Celtic FC – the Ireland Connection - Book Review by Tullyvision

Rain forests have been ravaged in recent years, as never ending streams of pulp are pumped out by publishers on the phenomenon that is Celtic.

Turgid player autobiographies compete for bookshelf space with second rate football hacks, whose hurried and badly written volumes are churned with an eye on the Christmas shopping markets rather than literary biblioteques.

If in doubt, type ‘Celtic Football Club’ into and check what appears. Every so often though, a diamond emerges from the rough – and more often than not it comes as a passionate labour of love from one of our own homespun historians.

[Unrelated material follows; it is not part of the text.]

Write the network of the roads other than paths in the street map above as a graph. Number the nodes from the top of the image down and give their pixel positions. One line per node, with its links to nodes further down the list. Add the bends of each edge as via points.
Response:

Celtic FC – the Ireland Connection is one such publication that has recently taken aim at the bestsellers list. The self explanatory title leaves no illusions and the Dundalk based author Brian McGuirk firmly inserts the football club into the pantheon of Irish history.

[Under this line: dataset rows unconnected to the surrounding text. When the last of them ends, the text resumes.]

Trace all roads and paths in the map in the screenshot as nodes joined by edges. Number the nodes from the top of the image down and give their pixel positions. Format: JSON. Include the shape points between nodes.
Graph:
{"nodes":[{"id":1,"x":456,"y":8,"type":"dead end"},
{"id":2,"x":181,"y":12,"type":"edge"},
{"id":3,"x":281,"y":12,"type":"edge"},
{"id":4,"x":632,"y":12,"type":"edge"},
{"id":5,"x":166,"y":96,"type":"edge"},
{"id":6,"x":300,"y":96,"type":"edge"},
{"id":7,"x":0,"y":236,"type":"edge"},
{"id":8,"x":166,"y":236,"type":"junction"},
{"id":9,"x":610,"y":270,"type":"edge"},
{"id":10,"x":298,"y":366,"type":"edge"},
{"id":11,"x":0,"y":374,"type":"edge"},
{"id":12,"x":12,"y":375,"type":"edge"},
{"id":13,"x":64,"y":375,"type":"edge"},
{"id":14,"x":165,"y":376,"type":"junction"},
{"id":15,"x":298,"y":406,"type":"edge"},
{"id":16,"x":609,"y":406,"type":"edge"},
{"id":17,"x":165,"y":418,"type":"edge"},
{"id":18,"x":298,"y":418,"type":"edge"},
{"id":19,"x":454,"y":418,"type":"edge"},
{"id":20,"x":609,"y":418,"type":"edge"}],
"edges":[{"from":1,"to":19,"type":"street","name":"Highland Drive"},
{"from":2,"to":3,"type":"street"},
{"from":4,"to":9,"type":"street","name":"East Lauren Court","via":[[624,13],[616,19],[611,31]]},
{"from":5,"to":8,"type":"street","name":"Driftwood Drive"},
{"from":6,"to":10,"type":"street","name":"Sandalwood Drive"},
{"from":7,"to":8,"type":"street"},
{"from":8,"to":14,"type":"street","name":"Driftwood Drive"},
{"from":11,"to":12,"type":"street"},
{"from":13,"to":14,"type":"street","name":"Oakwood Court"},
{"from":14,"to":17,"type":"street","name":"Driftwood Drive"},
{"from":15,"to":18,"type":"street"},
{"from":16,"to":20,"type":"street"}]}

A natural starting point for any historical narrative is the Hunger of the 1840’s – which spun a whirlwind of Diaspora from Erin to Easter Island – but a toe-dip history going back hundreds of years before is also offered to build rich context on the history of the Irish Empire.An Gorta Mor provides the historical fulcrum, where the club’s acknowledged founder, Andrew Kerins, later Brother Walfrid, began his life in Ballymote in Sligo, before his vocation carried him to Scotland’s Green Hill.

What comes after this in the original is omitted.